━━━━━ DATA FOR PROCESSING ━━━━━

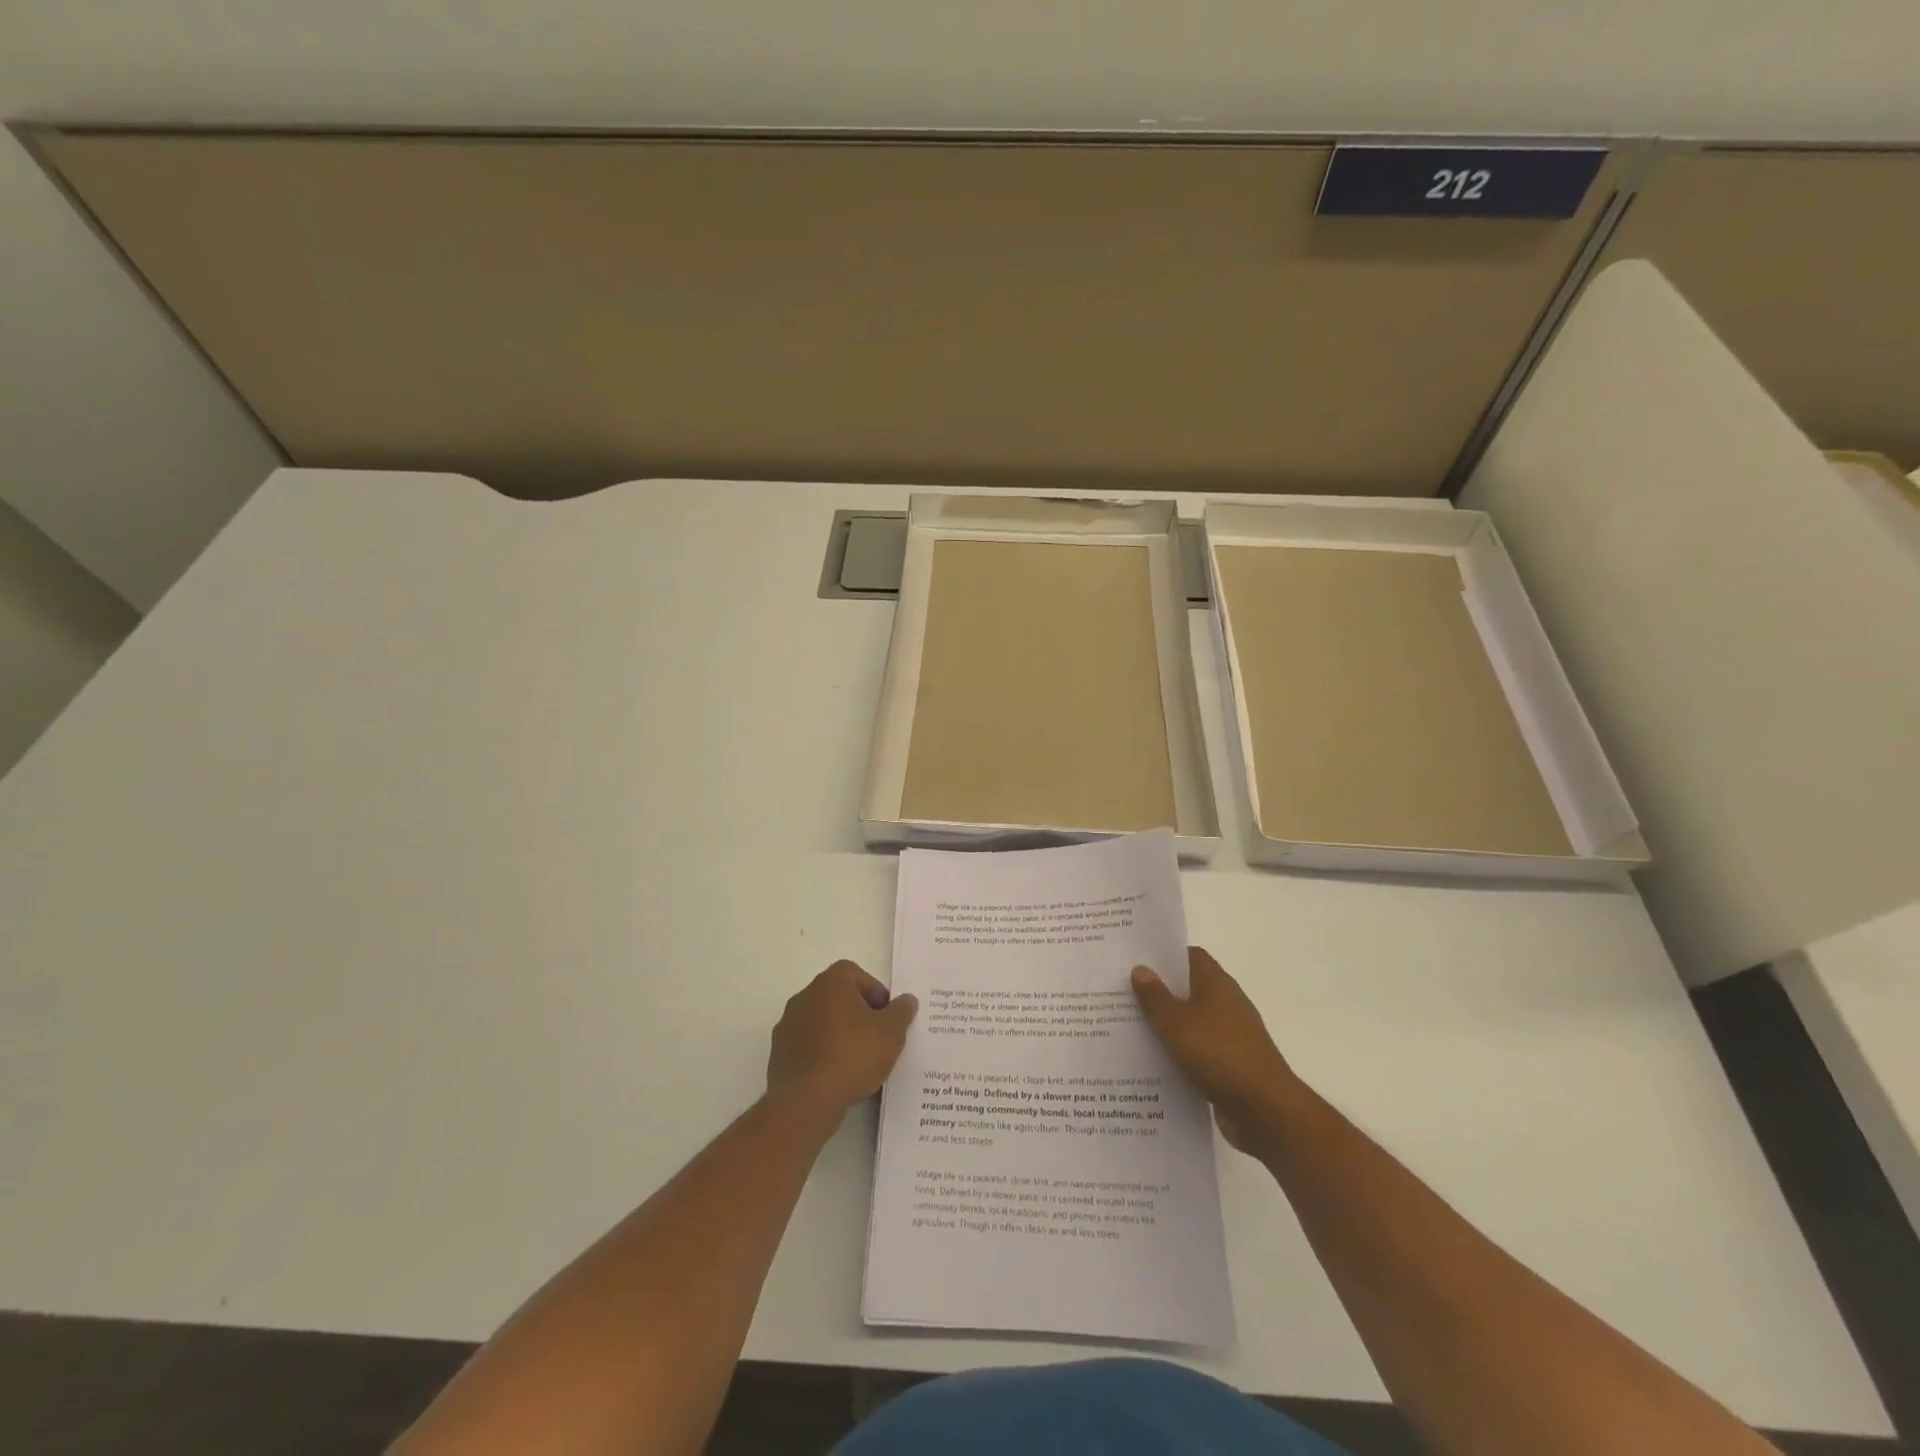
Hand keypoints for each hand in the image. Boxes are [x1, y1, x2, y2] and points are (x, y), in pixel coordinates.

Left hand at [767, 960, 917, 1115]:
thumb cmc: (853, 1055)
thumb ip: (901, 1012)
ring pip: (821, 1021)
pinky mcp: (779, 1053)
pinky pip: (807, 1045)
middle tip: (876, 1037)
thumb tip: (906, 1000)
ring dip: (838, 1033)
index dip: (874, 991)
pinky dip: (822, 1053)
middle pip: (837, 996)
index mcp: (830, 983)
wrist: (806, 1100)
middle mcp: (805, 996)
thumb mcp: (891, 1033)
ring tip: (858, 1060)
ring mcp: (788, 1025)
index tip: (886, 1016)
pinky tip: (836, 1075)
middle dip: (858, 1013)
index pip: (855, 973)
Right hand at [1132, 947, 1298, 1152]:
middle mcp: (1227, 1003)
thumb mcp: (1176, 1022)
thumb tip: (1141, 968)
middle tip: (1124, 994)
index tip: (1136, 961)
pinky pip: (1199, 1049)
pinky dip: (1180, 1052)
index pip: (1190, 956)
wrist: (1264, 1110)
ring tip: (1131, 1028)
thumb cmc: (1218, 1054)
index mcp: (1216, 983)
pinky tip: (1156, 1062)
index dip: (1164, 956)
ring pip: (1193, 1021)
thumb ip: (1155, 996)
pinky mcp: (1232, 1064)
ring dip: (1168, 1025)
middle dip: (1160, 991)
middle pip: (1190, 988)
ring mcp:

━━━━━

TASK
Every line in the listing above that mentions "hand" should be returned.

OUTPUT FOR THIS EXERCISE
Hand keypoints for each hand in the image. Boxes are [x1, y1, x2, y2] and points are (x, y), in pixel coordinates.
Left hand at [767, 960, 917, 1115]:
Right hand at [1132, 947, 1298, 1152]:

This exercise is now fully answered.